Benchmarks | Network-Based Computing Laboratory

Benchmarks

  • OMB-3.1.1 (08/20/08) is now available for download.
    • This version adds a new multi-pair latency benchmark.
  • This page contains descriptions of the following MPI-level tests included in the OMB package:
    • Latency, bandwidth, bidirectional bandwidth, multiple bandwidth / message rate test, multi-pair latency and broadcast for MVAPICH (MPI-1)
    • Latency, multi-threaded latency, multi-pair latency, multiple bandwidth / message rate test bandwidth, bidirectional bandwidth, one-sided put latency, one-sided put bandwidth, one-sided put bidirectional bandwidth, one-sided get latency, one-sided get bandwidth, and one-sided accumulate latency for MVAPICH2 (MPI-2)
    • Please note that all these benchmarks require osu.h, which can be downloaded here.

Latency Test

  • The latency tests were carried out in a ping-pong fashion. The sender sends a message with a certain data size to the receiver and waits for a reply from the receiver. The receiver receives the message from the sender and sends back a reply with the same data size. Many iterations of this ping-pong test were carried out and average one-way latency numbers were obtained. Blocking version of MPI functions (MPI_Send and MPI_Recv) were used in the tests. This test is available here.

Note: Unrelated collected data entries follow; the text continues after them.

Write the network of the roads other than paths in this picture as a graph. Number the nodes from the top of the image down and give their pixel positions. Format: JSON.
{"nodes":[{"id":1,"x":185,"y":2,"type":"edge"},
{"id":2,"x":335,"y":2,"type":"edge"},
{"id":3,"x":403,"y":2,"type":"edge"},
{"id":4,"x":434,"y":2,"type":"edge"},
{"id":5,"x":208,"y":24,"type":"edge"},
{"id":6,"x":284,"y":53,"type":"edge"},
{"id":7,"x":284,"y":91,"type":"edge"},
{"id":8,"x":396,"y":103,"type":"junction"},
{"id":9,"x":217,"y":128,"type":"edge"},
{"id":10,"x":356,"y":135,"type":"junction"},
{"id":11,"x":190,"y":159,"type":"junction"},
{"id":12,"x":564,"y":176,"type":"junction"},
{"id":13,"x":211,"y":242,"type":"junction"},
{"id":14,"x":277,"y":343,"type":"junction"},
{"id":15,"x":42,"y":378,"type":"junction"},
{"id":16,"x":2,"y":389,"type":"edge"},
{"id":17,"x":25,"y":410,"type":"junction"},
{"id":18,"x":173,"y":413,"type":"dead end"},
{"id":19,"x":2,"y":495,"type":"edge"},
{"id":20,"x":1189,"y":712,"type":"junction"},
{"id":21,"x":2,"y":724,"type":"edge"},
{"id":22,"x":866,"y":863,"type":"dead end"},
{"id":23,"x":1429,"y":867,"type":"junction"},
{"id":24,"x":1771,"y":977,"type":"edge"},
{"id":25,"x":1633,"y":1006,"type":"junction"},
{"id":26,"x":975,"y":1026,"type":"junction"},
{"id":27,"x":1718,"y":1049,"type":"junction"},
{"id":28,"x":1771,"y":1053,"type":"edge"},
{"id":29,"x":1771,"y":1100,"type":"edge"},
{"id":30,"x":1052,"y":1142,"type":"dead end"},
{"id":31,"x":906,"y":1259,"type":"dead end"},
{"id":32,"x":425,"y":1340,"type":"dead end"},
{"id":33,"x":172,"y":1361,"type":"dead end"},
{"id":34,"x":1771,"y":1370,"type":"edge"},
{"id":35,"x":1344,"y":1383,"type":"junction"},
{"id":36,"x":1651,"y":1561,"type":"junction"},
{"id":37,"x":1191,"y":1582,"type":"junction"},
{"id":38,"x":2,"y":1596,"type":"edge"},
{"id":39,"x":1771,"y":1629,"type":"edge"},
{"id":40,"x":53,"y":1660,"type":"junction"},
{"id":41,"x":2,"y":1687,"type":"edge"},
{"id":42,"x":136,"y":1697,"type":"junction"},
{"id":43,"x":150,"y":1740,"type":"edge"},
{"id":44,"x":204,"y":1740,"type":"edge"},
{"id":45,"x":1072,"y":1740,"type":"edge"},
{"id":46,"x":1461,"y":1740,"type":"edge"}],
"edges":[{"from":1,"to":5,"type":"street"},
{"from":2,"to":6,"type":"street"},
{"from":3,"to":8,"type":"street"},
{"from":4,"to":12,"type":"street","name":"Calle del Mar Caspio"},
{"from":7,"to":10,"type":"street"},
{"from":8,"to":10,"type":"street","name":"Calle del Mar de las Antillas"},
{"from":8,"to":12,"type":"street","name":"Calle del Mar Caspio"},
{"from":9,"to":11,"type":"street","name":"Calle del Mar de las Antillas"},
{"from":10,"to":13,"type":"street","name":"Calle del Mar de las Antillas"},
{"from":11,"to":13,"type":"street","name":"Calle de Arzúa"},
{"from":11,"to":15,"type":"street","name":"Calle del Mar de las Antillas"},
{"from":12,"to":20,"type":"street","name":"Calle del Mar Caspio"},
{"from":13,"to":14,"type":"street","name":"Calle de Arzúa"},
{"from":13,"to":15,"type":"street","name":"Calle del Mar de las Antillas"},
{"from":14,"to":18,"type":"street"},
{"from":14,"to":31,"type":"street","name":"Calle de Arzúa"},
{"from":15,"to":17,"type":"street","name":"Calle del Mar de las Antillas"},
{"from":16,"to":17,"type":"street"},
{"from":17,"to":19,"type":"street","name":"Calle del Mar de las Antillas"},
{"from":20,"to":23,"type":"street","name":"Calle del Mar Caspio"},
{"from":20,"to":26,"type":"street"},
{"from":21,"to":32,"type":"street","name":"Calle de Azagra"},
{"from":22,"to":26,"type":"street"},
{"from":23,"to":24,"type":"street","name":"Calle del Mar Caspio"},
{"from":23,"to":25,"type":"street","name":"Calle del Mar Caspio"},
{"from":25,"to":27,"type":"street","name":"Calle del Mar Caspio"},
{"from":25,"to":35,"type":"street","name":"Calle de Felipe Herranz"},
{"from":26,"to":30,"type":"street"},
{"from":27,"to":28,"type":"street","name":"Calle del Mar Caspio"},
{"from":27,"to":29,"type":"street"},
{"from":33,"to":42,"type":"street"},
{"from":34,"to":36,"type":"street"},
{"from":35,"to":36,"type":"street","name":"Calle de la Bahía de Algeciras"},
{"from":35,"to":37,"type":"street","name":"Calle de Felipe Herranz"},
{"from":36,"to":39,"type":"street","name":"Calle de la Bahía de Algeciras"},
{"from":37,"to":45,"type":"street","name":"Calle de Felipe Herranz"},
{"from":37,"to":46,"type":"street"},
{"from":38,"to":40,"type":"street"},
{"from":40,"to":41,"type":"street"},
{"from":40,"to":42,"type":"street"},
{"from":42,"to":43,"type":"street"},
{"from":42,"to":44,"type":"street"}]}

Multi-threaded Latency Test (only applicable for MVAPICH2 with threading support enabled)

  • The multi-threaded latency test performs a ping-pong test with a single sender process and multiple threads on the receiving process. In this test the sending process sends a message of a given data size to the receiver and waits for a reply from the receiver process. The receiving process has a variable number of receiving threads (set by default to 2), where each thread calls MPI_Recv and upon receiving a message sends back a response of equal size. Many iterations are performed and the average one-way latency numbers are reported. This test is available here.

Bandwidth Test

  • The bandwidth tests were carried out by having the sender sending out a fixed number (equal to the window size) of back-to-back messages to the receiver and then waiting for a reply from the receiver. The receiver sends the reply only after receiving all these messages. This process is repeated for several iterations and the bandwidth is calculated based on the elapsed time (from the time sender sends the first message until the time it receives the reply back from the receiver) and the number of bytes sent by the sender. The objective of this bandwidth test is to determine the maximum sustained date rate that can be achieved at the network level. Thus, non-blocking version of MPI functions (MPI_Isend and MPI_Irecv) were used in the test. This test is available here.

Bidirectional Bandwidth Test

  • The bidirectional bandwidth test is similar to the bandwidth test, except that both the nodes involved send out a fixed number of back-to-back messages and wait for the reply. This test measures the maximum sustainable aggregrate bandwidth by two nodes. This test is available here.

Multi-pair Latency Test

  • This test is very similar to the latency test. However, at the same instant multiple pairs are performing the same test simultaneously. The processes are divided into two equal blocks according to their ranks. Each process from a block forms a pair with the corresponding process from the other block. For example, process with rank '0' pairs with the process with rank 'np/2' and rank '1' with 'np/2 + 1' and so on. This test is available here.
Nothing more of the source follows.